/apm-aggregation

APM metrics aggregation library

Primary LanguageGoOtherNOASSERTION

apm-aggregation

APM metrics aggregation library that implements an LSM (Log Structured Merge tree)-based metrics aggregator.

Files are subject to Elastic License v2. See LICENSE.txt for more.

Instrumentation

apm-aggregation uses OTEL to instrument itself. Instrumentation produces a set of metrics to help monitor the status of aggregations. This section describes the metrics produced by apm-aggregation in detail.

Instrumentation Areas

apm-aggregation aggregates metrics using LSM based key-value store pebble. The intrumentation covers two broad areas:

  1. The core aggregation logic, including ingestion and harvest.
  2. Performance of pebble database.

Metrics

apm-aggregation records and publishes the following metrics:

events.processed.count

  • Type: Float64Counter

The number of processed APM Events. It includes successfully and unsuccessfully processed events, which are reported as dimensions.

Dimensions

events.processed.bytes

  • Type: Int64Counter

The number of encoded bytes processed by the aggregator. This reports the same number of bytes that is written to the underlying db.

Dimensions

events.processed.latency

  • Type: Float64Histogram

The processing delay for a batch of APM events accepted at a specific processing time. It is recorded after removing any expected delays due to aggregation interval or configuration.

Dimensions

events.processed.queued-latency

  • Type: Float64Histogram

The delay in processing a batch based on the youngest APM event received in the batch.

Dimensions

metrics.overflowed.count

  • Type: Int64Counter

Estimated number of metric aggregation keys that resulted in an overflow, per interval and aggregation type.

Dimensions

pebble.flushes

  • Type: Int64ObservableCounter

The number of memtable flushes to disk.

pebble.flushed-bytes

  • Type: Int64ObservableCounter

The number of bytes written during a flush.

pebble.compactions

  • Type: Int64ObservableCounter

The number of table compactions performed by pebble.

pebble.ingested-bytes

  • Type: Int64ObservableCounter

The number of bytes ingested by pebble.

pebble.compacted-bytes-read

  • Type: Int64ObservableCounter

The number of bytes read during compaction.

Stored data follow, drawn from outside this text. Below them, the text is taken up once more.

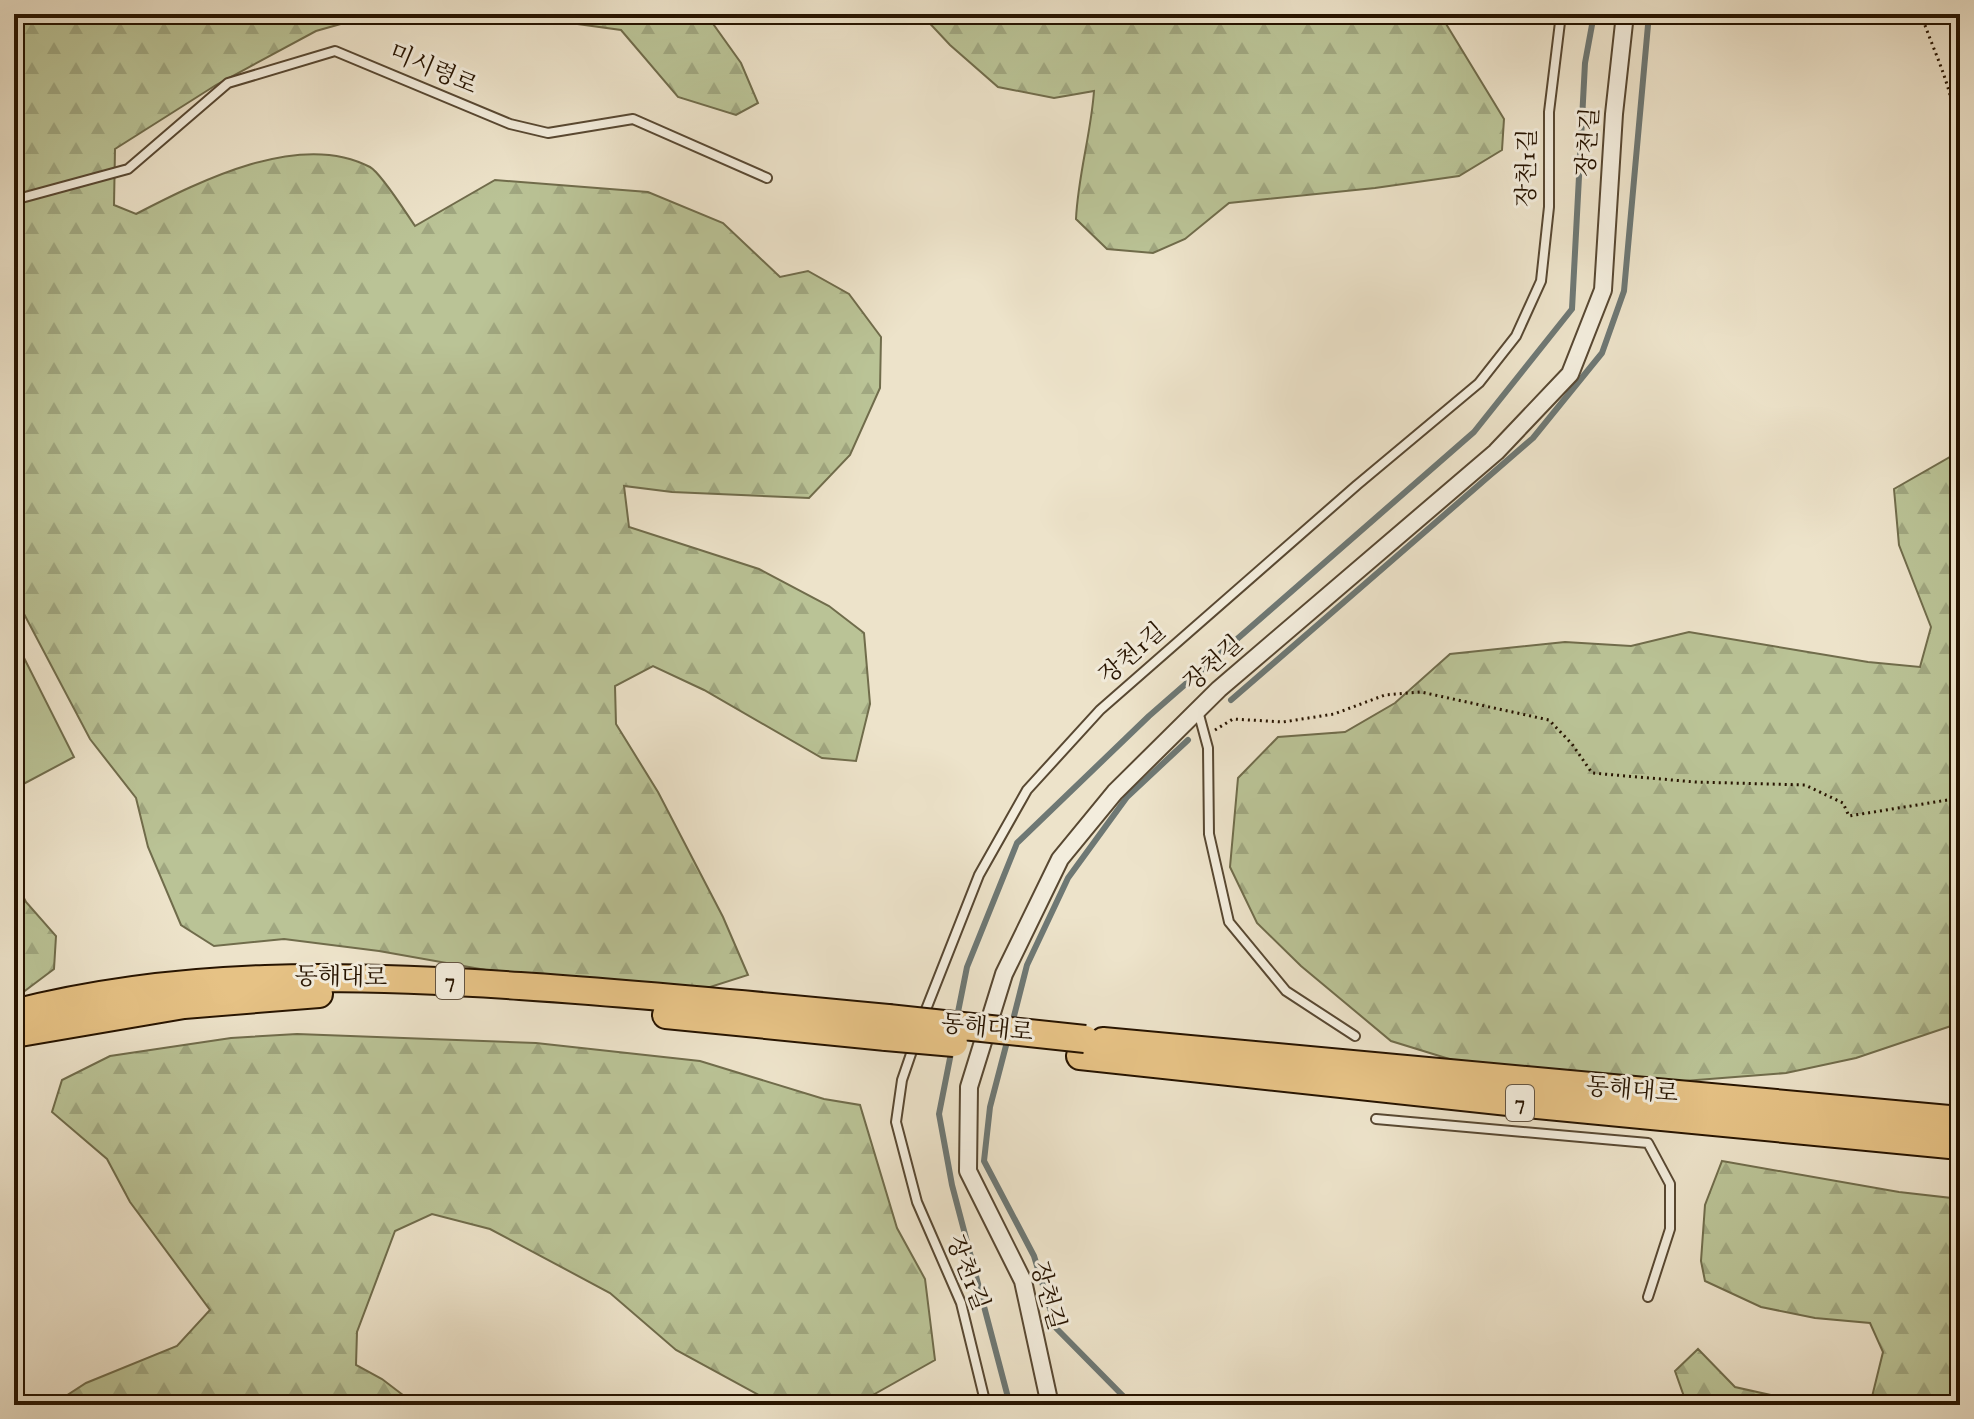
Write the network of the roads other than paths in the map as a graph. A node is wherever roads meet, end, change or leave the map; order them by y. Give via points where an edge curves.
1 (1561, 14) edge
2 (1625, 14) edge
3 (767, 178) dead end
4 (14, 200) edge
5 (1198, 710) junction
6 (14, 1013) edge
7 (887, 1027) junction
8 (14, 1034) edge
9 (1355, 1036) dead end
10 (1082, 1047) junction
11 (1376, 1119) dead end
12 (1960, 1120) edge
13 (1960, 1146) edge
14 (1648, 1297) dead end
15 (1048, 1399) edge
16 (986, 1405) edge

1 - 16 lane, 장천1길 via 1549,112 1549,207 1541,281 1516,336 1479,383 1100,710 1027,790 979,875 933,987 907,1066 896,1122 917,1202 961,1303
2 - 5 street, 장천길 via 1603,290 1570,374 1496,452
3 - 4 lane, 미시령로 via 633,119 548,133 510,124 335,51 228,83 128,169
5 - 9 lane via 1208,748 1209,834 1229,922 1286,991
5 - 15 street, 장천길 via 1115,792 1060,859 1004,974 969,1087 968,1171 1023,1281
6 - 7 main road, 동해대로 / 7 via 160,987 292,976 532,986
7 - 8 main road, 동해대로 / 7 via 474,997 289,994 184,1005
7 - 10 main road, 7, bridge
10 - 12 main road, 동해대로 / 7
10 - 13 main road, 동해대로 / 7 via 1543,1106
11 - 14 lane via 1648,1143 1670,1184 1670,1229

pebble.compacted-bytes-written

  • Type: Int64ObservableCounter

The number of bytes written during compaction.

pebble.memtable.total-size

  • Type: Int64ObservableGauge

The current size of memtable in bytes.

pebble.disk.usage

  • Type: Int64ObservableGauge

The current total disk usage by pebble in bytes, including live and obsolete files.

pebble.read-amplification

  • Type: Int64ObservableGauge

The current read amplification for the db.

pebble.num-sstables

  • Type: Int64ObservableGauge

The current number of SSTables.

pebble.table-readers-mem-estimate

  • Type: Int64ObservableGauge

The memory in bytes used by pebble for index and fliter blocks.

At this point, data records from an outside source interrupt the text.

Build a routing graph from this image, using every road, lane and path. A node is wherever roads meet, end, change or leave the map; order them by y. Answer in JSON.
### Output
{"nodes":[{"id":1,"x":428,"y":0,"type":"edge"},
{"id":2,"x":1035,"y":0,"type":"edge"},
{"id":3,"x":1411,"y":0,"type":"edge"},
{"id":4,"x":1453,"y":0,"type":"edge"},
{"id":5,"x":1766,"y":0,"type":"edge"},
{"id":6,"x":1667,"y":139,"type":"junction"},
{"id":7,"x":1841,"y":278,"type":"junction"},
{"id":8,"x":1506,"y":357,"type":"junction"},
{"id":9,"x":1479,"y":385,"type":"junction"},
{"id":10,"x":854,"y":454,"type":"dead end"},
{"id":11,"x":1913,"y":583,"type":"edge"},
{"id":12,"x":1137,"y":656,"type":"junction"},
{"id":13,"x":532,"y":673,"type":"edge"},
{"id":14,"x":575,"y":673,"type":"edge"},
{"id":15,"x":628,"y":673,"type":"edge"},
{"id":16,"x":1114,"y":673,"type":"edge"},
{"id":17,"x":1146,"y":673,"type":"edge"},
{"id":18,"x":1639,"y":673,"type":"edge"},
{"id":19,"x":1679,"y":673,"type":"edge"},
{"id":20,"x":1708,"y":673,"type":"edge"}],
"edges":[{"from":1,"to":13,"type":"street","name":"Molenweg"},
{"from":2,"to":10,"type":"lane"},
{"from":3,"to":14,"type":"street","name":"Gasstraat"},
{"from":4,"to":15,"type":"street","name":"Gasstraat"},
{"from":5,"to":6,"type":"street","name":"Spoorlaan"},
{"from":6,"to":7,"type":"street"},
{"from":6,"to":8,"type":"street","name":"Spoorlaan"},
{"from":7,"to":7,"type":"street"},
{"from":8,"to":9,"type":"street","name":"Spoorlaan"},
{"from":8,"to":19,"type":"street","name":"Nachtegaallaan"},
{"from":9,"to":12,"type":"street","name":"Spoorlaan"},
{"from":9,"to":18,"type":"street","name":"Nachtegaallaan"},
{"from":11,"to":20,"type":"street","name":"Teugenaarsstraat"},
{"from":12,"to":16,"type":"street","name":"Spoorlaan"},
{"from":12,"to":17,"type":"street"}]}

pebble.estimated-pending-compaction

  • Type: Int64ObservableGauge

The current number of estimated bytes pending for compaction.

pebble.marked-for-compaction-files

  • Type: Int64ObservableGauge

The current number of SSTables marked for compaction.

pebble.keys.tombstone.count

  • Type: Int64ObservableGauge

The approximate count of delete keys across the storage engine.

Dimensions

This section lists the general dimensions published by some of the metric.

combined_metrics_id

This is an optional dimension. The key and the value of this dimension depends on the option WithCombinedMetricsIDToKVs passed to the aggregator. If this option is not supplied then this dimension is omitted.

aggregation_interval

Holds the value of aggregation interval for which the combined metrics is produced. For example: 1m, 10m, etc.

aggregation_type

Holds the the aggregation type for which an overflow occurred. For example: service, transaction, service_transaction, service_destination.

outcome

success

Events that have been successfully aggregated into the final combined metrics and processed as part of the harvest.

failure

Events that failed to be aggregated for an reason and were dropped at any stage in the aggregation process.